Integrated adnominal IP-MAT
Quotations (QTP)
In the parsed structure, direct
speech is enclosed in QTP brackets.
Since current parsers are unable to tell whether a particular sequence
is direct speech or not, it is useful to delimit the left and right
periphery of (what will eventually become) the QTP by adding DOUBLE
QUOTEs. The annotator can add DOUBLE QUOTEs at any time before the
parsing stage, probably most conveniently during punctuating. Since the
transcript needs to be punctuated anyway, no significant human effort is
added.
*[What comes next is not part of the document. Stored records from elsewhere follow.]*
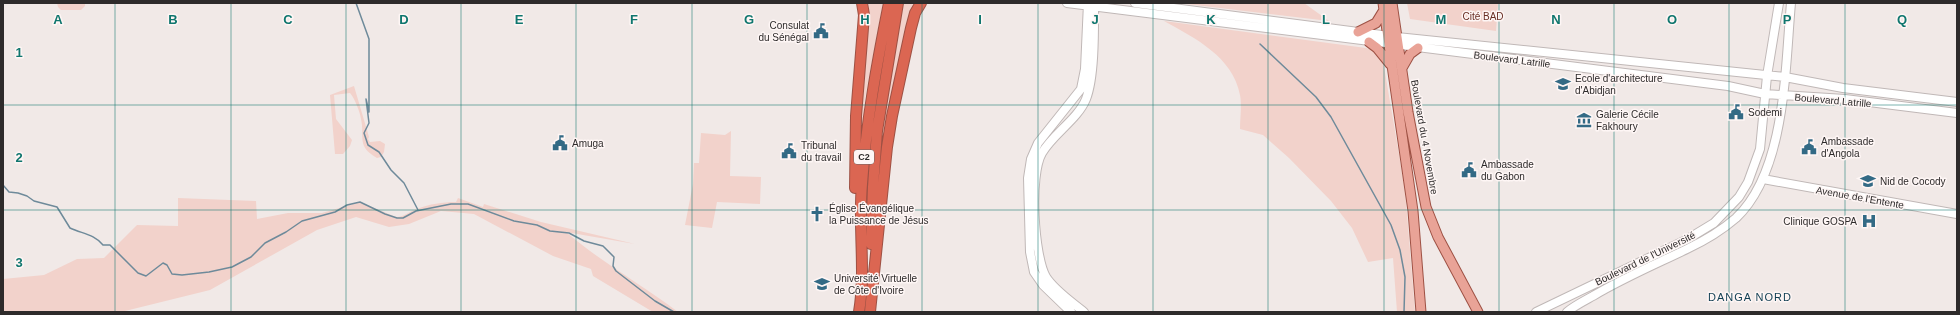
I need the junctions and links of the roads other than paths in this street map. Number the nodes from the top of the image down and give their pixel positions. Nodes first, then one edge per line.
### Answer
1 (862, 3) edge
2 (889, 3) edge
3 (898, 3) edge
4 (921, 3) edge
5 (1067, 3) edge
6 (1135, 3) edge
7 (1392, 3) edge
8 (1779, 3) edge
9 (1791, 3) edge
10 (1091, 4) edge
11 (1384, 7) edge
12 (1358, 32) junction
13 (1388, 40) junction
14 (1437, 40) junction
15 (1398, 41) junction
16 (1369, 42) junction
17 (1418, 48) junction
18 (1436, 50) junction
19 (1391, 65) junction
20 (1402, 68) junction
21 (1767, 76) junction
22 (1785, 77) junction
23 (1765, 94) junction
24 (1783, 96) junction
25 (1957, 102) edge
26 (1957, 113) edge
27 (1031, 179) junction
28 (1763, 179) junction
29 (1957, 214) edge
30 (858, 312) edge
31 (870, 312) edge
32 (1071, 312) edge
33 (1084, 312) edge
34 (1421, 312) edge
35 (1478, 312) edge
36 (1536, 312) edge
37 (1567, 312) edge

1 - 30 highway, C2
2 - 30 highway, C2
3 - 31 highway, C2
4 - 31 highway
5 - 10 main road, Boulevard Latrille
6 - 12 main road, Boulevard Latrille
7 - 15 main road, Boulevard du 4 Novembre
8 - 21 main road, Boulevard de l'Université
9 - 22 main road, Boulevard de l'Université
10 - 16 main road, Boulevard Latrille
10 - 27 main road
11 - 12 main road
11 - 13 main road
12 - 13 main road, Boulevard Latrille
13 - 15 main road, Boulevard Latrille
13 - 16 main road, Boulevard Latrille
13 - 19 main road
14 - 15 main road, Boulevard Latrille
14 - 18 main road
14 - 21 main road, Boulevard Latrille
15 - 17 main road, Boulevard Latrille
15 - 20 main road, Boulevard du 4 Novembre
16 - 19 main road
17 - 18 main road, Boulevard Latrille
17 - 20 main road
18 - 23 main road, Boulevard Latrille
19 - 34 main road
20 - 35 main road, Boulevard du 4 Novembre
21 - 22 main road, Boulevard Latrille
21 - 23 main road, Boulevard de l'Université
22 - 24 main road, Boulevard de l'Université
22 - 25 main road, Boulevard Latrille
23 - 24 main road, Boulevard Latrille
23 - 36 main road, Boulevard de l'Université
24 - 26 main road, Boulevard Latrille
24 - 28 main road, Boulevard de l'Université
27 - 32 main road
27 - 33 main road
28 - 29 main road, Avenue de l'Entente
28 - 37 main road, Boulevard de l'Université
But if marking direct speech and adding QTP is left to the
parsing correction stage, the human effort is considerable, since the
annotator there has to essentially duplicate the effort of the
punctuating pass by reading each token to determine if it is an instance
of direct speech.
Splitting and joining words
In general, splitting and joining words should be done by script and not
by hand. However, for cases that have been overlooked by the relevant
scripts, splitting and joining can be done at any stage of processing in
accordance with the applicable
conventions. It goes without saying that the cases should be added
to the relevant scripts to expedite future processing.
you ← need to join
all
don't ← need to split
you=all ← joined
do@ ← split
@n't
Tag questions
TAG is used as a provisional disfluency marker to enclose tag questions
(as opposed to other parenthetical questions). Once tag questions are
marked with a TAG dash tag (CP-QUE-TAG), the TAG disfluency marker is
replaced by PAREN.
Problematic characters
Exclamation point
As noted in the section on punctuation, the use
of EXCLAMATION POINT (affectionately referred to as "bang" in
programming circles) is deprecated as it interacts with the syntax of
shells and therefore often leads to problems in connection with regular
expression searches.
Quotation marks
Quotation marks, both single and double, can raise more or less serious
complications for formatting and searching in the course of corpus
building. The workaround is to replace them in the private corpus with
innocuous sequences (SINGLE_QUOTE and DOUBLE_QUOTE, SQUO and DQUO, or
the like) and to restore them in the public version.